Dataset excerpts:
═══
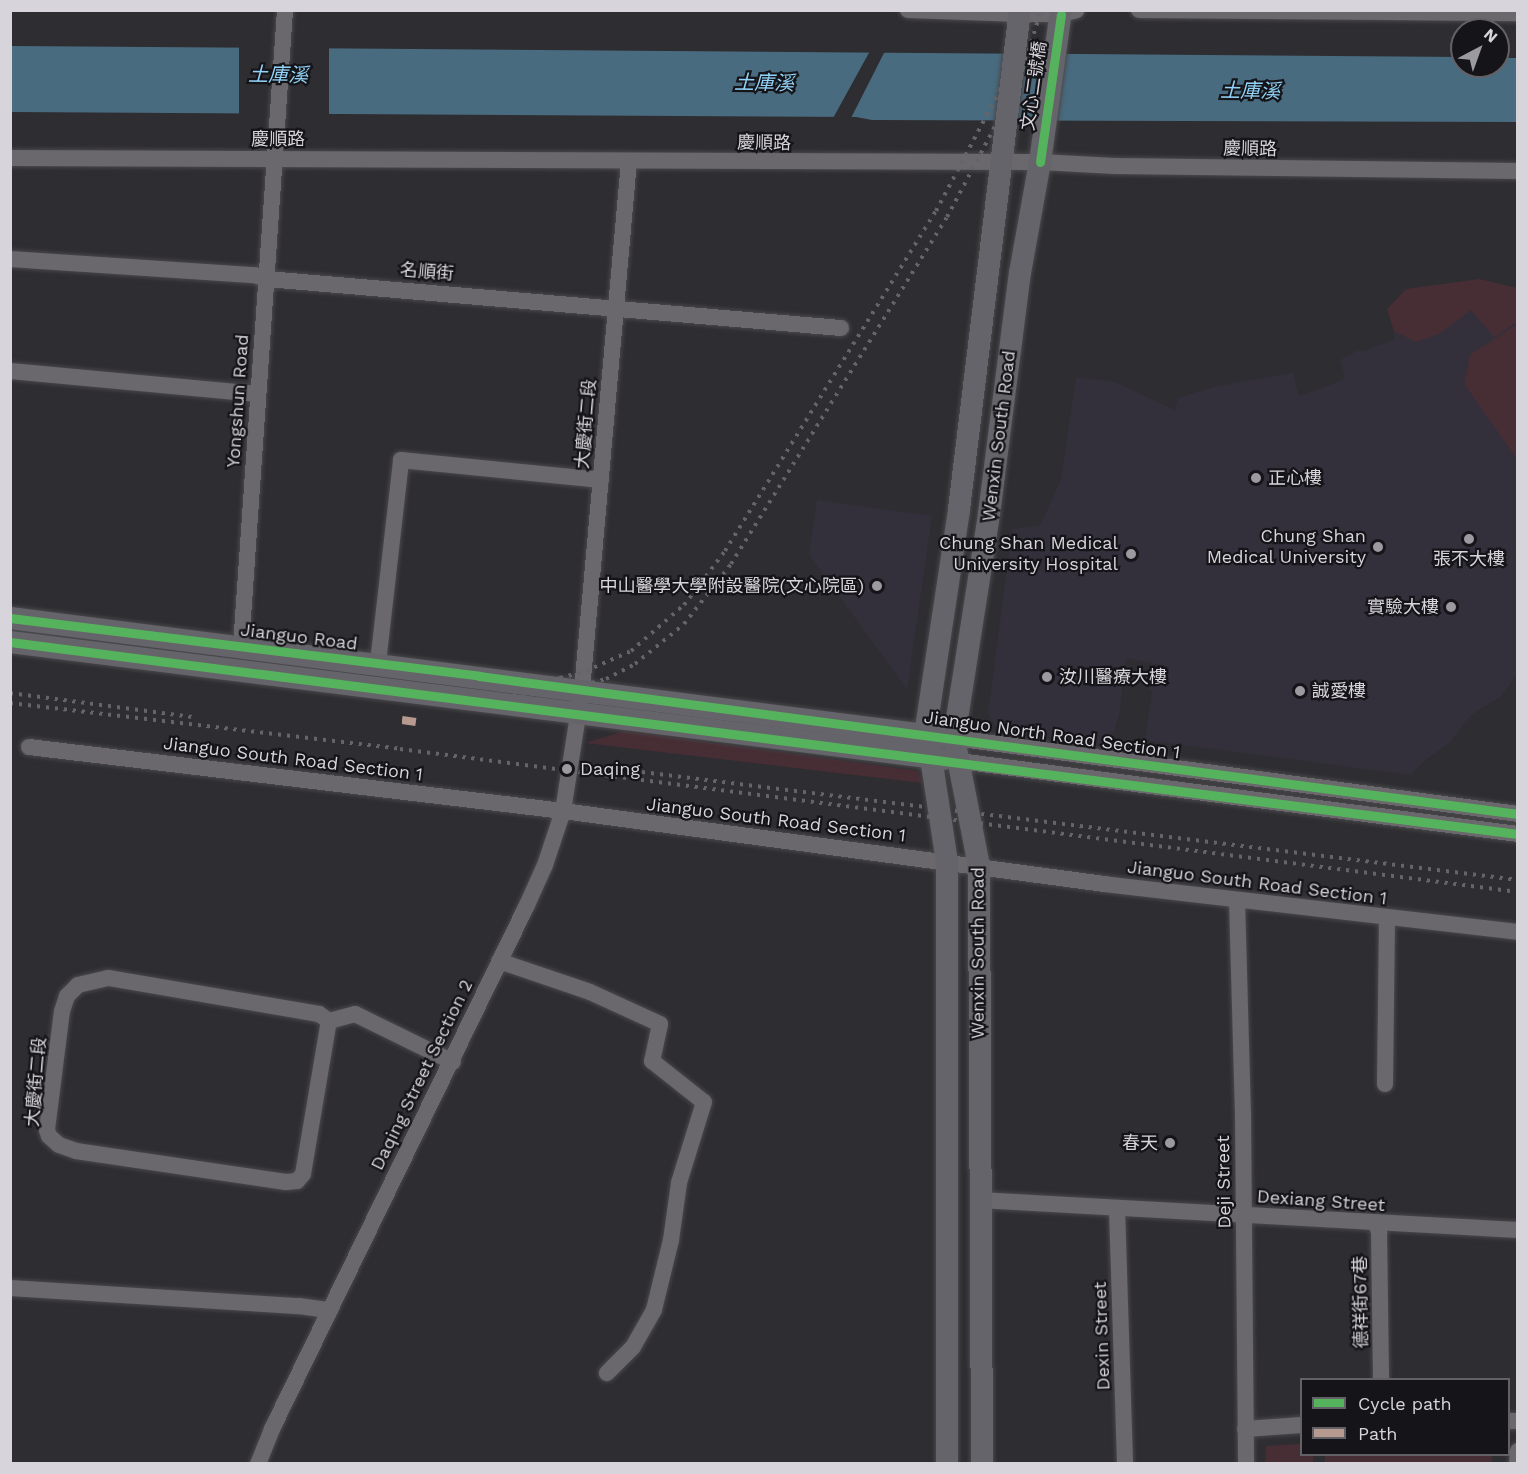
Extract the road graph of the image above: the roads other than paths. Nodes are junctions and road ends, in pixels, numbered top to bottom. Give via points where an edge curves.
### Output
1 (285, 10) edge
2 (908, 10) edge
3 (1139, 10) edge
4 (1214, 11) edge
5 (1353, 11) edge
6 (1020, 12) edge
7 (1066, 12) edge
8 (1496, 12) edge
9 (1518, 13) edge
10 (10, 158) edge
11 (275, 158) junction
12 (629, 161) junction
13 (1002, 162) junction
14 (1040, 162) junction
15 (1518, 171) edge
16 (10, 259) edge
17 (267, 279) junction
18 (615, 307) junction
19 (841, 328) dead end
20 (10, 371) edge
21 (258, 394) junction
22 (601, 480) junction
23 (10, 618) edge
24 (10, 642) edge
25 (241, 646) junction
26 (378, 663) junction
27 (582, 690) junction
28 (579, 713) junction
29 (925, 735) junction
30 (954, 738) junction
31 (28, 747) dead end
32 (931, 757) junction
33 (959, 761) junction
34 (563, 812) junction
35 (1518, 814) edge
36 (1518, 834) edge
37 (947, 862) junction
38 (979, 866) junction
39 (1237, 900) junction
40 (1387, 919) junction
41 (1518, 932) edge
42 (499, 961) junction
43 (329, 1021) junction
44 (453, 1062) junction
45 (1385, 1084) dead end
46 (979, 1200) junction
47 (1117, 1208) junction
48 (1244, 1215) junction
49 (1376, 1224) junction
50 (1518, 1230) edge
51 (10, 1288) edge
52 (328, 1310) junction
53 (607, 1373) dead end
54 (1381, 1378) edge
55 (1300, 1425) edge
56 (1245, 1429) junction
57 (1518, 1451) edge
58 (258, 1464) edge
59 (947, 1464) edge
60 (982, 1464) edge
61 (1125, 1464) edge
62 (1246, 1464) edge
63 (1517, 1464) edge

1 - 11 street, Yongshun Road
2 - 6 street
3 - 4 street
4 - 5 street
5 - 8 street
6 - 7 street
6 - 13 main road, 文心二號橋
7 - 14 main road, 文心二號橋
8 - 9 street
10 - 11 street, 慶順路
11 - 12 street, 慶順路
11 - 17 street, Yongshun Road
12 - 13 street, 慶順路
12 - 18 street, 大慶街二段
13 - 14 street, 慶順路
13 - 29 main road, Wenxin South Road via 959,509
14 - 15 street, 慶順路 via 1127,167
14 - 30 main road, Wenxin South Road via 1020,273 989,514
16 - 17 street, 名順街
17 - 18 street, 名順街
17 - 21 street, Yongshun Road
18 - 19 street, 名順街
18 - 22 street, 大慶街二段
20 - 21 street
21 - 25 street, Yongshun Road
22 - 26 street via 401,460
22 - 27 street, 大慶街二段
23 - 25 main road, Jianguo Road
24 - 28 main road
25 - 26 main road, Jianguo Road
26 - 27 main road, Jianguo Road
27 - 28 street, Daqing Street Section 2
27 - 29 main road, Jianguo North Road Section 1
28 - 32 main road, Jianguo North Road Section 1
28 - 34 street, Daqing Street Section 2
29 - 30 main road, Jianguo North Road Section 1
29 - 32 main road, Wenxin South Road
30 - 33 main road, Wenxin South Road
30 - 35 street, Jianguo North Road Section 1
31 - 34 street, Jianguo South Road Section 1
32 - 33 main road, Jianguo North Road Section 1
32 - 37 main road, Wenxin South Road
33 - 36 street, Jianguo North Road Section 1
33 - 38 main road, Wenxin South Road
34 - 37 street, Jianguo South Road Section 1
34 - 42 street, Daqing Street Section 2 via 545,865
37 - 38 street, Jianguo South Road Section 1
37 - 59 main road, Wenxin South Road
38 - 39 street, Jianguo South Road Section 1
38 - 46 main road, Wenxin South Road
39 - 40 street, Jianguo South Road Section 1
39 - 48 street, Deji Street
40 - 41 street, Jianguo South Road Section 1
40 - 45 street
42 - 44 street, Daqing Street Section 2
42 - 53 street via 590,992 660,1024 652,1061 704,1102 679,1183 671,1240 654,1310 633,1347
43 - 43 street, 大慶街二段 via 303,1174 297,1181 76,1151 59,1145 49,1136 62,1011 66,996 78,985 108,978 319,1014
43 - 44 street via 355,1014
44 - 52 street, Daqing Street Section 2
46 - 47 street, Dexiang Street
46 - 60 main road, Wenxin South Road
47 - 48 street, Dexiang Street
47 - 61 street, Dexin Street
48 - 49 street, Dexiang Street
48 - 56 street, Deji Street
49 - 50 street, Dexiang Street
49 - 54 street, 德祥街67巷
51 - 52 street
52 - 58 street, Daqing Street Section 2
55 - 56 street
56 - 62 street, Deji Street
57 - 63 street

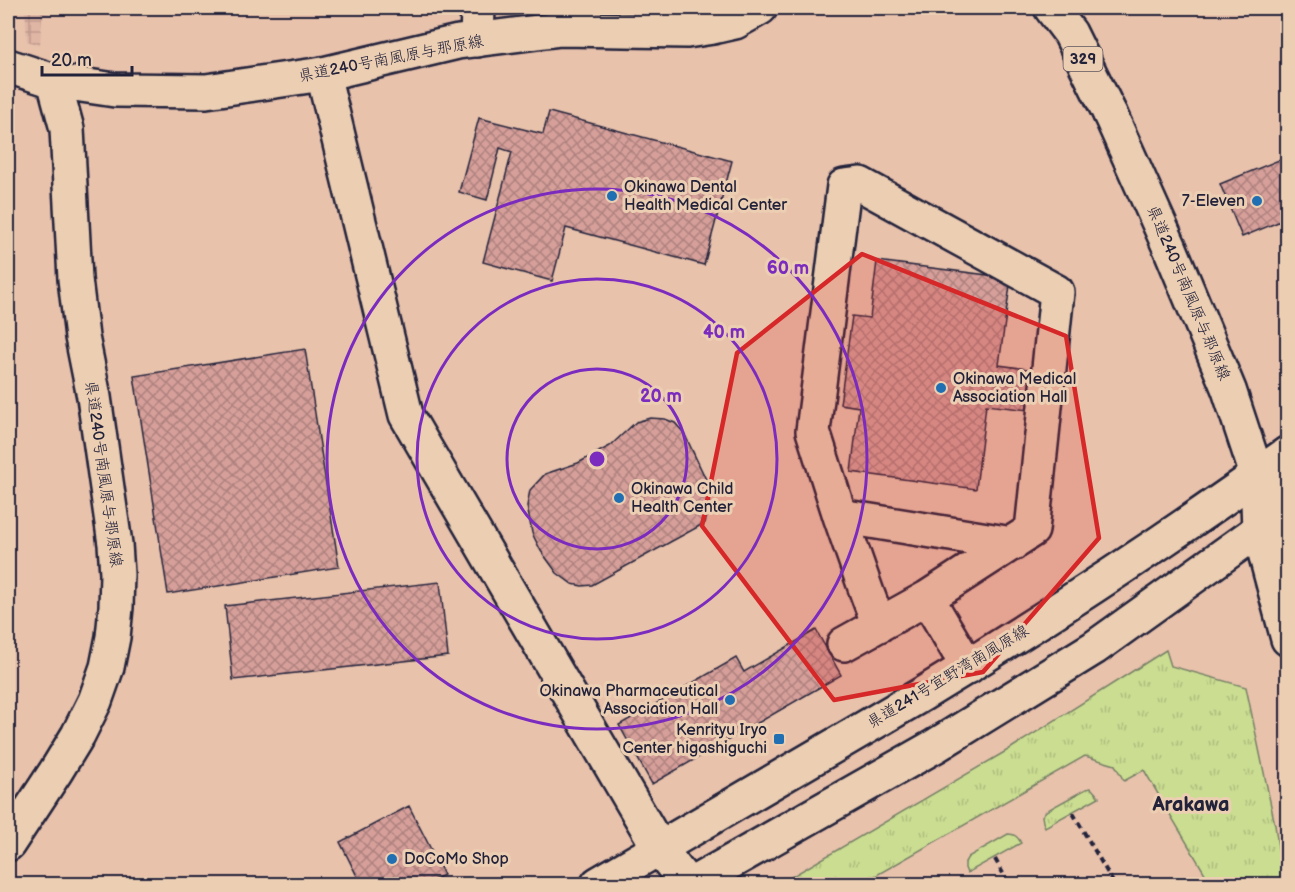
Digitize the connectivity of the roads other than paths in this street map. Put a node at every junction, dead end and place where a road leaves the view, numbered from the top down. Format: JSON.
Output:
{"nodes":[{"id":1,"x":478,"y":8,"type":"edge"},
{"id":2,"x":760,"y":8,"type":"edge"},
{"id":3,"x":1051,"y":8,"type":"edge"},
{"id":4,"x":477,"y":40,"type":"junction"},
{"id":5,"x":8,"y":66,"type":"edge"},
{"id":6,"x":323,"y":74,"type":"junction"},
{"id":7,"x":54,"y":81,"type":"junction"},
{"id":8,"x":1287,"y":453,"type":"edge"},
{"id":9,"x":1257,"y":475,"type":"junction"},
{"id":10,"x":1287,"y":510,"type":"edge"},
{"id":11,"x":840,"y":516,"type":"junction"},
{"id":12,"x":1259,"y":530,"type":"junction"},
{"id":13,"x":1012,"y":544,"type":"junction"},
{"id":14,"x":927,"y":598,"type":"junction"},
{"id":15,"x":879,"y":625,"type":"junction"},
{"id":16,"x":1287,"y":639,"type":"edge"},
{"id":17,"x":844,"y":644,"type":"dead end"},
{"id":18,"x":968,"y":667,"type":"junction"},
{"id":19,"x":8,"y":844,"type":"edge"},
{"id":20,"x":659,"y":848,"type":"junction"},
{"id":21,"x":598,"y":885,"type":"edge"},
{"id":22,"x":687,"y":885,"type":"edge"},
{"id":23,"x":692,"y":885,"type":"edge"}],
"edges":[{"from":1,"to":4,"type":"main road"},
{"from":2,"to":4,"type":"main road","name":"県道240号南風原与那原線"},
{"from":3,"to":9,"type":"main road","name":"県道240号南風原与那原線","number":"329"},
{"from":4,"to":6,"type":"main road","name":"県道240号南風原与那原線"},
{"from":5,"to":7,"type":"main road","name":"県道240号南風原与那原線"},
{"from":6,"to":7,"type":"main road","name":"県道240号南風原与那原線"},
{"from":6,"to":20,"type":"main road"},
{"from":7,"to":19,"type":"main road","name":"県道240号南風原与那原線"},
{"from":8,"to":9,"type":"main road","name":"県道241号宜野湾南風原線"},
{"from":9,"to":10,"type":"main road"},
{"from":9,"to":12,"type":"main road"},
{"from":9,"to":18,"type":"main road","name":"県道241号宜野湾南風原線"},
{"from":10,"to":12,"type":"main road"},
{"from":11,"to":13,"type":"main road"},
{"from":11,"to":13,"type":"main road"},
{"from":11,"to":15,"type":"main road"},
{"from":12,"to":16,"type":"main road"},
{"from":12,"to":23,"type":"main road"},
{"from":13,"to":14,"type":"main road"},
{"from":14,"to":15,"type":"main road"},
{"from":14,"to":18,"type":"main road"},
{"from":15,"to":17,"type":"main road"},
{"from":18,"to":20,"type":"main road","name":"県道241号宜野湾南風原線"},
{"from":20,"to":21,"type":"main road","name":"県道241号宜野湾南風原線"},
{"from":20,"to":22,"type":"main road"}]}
═══
_DIRECTIONS_:
Find the string "文心二號橋" in the records, then copy each line where it occurs.

_RESULT OF THIS EXERCISE_:
6 - 13 main road, 文心二號橋
7 - 14 main road, 文心二號橋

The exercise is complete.